## [WHAT YOU SHOULD DO]
Among the entries below, determine how many lines contain the word "PALM" and state only that figure.
EXERCISE MATERIALS START
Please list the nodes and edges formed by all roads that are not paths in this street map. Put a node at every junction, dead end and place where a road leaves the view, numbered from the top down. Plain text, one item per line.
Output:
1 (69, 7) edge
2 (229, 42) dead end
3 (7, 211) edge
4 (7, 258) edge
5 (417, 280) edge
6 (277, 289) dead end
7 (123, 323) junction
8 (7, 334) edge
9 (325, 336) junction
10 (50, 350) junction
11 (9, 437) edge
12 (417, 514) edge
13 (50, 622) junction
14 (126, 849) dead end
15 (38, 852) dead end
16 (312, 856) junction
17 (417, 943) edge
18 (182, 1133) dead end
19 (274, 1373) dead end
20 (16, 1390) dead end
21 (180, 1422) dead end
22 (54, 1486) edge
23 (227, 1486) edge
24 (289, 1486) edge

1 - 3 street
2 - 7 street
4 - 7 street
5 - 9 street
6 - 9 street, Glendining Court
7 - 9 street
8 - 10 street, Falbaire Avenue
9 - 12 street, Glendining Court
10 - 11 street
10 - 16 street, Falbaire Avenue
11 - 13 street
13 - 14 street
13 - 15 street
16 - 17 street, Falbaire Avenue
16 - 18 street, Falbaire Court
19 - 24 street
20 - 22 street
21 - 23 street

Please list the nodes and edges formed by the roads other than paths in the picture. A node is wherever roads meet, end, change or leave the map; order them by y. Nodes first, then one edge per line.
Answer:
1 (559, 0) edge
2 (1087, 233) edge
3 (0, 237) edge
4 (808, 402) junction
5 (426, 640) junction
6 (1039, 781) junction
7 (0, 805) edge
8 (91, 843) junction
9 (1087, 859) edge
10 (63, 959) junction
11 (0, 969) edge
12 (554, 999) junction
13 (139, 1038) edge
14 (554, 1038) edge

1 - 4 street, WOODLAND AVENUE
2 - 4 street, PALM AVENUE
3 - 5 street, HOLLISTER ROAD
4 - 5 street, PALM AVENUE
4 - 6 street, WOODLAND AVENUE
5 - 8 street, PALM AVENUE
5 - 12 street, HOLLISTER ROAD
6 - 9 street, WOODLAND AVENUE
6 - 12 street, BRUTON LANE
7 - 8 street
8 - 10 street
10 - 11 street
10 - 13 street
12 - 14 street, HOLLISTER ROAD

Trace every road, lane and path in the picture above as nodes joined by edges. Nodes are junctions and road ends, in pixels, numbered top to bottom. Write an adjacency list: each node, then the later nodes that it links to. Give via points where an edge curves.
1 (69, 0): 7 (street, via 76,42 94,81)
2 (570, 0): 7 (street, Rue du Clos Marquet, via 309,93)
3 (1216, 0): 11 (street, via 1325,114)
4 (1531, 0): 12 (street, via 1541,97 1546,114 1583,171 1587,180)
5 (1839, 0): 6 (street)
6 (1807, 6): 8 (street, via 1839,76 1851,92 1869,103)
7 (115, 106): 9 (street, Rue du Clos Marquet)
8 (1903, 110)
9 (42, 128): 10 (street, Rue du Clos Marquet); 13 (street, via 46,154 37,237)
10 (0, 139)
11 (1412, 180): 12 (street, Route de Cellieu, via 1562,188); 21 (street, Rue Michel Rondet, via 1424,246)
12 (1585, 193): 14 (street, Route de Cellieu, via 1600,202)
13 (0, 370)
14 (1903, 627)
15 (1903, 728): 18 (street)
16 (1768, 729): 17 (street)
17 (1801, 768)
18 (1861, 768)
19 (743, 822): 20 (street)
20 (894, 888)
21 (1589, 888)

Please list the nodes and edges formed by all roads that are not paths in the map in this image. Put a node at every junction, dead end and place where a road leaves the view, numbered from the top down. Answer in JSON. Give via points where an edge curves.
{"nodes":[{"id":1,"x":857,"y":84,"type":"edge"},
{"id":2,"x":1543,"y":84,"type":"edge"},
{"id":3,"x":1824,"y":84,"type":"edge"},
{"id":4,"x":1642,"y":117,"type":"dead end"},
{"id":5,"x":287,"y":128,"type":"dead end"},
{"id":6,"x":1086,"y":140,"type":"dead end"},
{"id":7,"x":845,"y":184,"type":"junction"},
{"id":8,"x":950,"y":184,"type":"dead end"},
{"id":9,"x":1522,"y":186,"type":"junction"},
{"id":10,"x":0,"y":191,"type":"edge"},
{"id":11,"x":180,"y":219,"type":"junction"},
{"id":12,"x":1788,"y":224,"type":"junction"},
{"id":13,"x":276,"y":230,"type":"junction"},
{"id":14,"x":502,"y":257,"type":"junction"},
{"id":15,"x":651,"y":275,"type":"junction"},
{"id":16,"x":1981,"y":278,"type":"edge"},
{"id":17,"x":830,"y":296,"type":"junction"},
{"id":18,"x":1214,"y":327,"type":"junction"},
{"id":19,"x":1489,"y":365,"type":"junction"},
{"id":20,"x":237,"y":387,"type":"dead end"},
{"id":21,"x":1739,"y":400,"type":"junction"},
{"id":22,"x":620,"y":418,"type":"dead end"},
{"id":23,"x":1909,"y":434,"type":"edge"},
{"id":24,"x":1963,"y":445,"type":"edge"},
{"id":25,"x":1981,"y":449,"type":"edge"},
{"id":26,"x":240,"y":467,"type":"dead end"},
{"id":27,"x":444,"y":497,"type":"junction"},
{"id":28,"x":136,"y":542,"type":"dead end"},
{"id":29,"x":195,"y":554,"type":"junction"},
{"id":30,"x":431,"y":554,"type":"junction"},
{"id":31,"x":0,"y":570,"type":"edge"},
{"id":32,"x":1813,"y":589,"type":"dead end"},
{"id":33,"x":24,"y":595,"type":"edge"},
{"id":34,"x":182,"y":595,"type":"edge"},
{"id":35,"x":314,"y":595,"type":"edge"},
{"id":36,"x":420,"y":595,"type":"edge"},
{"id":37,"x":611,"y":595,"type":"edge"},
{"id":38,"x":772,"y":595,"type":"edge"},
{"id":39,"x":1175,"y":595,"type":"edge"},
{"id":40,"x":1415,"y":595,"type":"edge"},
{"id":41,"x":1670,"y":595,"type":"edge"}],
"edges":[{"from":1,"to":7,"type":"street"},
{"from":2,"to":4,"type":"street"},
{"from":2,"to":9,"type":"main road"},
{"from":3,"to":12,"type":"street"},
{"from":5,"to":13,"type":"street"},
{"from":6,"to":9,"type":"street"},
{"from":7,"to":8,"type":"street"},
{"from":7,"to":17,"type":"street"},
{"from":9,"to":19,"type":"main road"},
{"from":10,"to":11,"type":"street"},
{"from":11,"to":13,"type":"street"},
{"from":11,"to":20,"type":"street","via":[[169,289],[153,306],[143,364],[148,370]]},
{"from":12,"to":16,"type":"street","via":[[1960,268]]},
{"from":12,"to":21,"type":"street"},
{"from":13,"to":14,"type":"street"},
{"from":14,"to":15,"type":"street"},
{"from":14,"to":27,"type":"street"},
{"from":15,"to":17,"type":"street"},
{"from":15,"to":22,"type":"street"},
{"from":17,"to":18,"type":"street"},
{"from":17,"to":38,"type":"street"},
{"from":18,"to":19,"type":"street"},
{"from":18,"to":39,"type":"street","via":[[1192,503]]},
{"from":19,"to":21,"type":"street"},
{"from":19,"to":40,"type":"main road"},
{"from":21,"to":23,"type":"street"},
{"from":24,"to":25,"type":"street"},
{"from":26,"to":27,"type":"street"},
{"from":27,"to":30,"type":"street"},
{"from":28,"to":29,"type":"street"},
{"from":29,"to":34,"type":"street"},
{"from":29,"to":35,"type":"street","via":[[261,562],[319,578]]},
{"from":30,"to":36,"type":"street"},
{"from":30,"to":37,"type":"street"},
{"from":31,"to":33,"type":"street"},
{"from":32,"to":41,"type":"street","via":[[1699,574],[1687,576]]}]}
EXERCISE MATERIALS END
## [FINISHED TASK]
3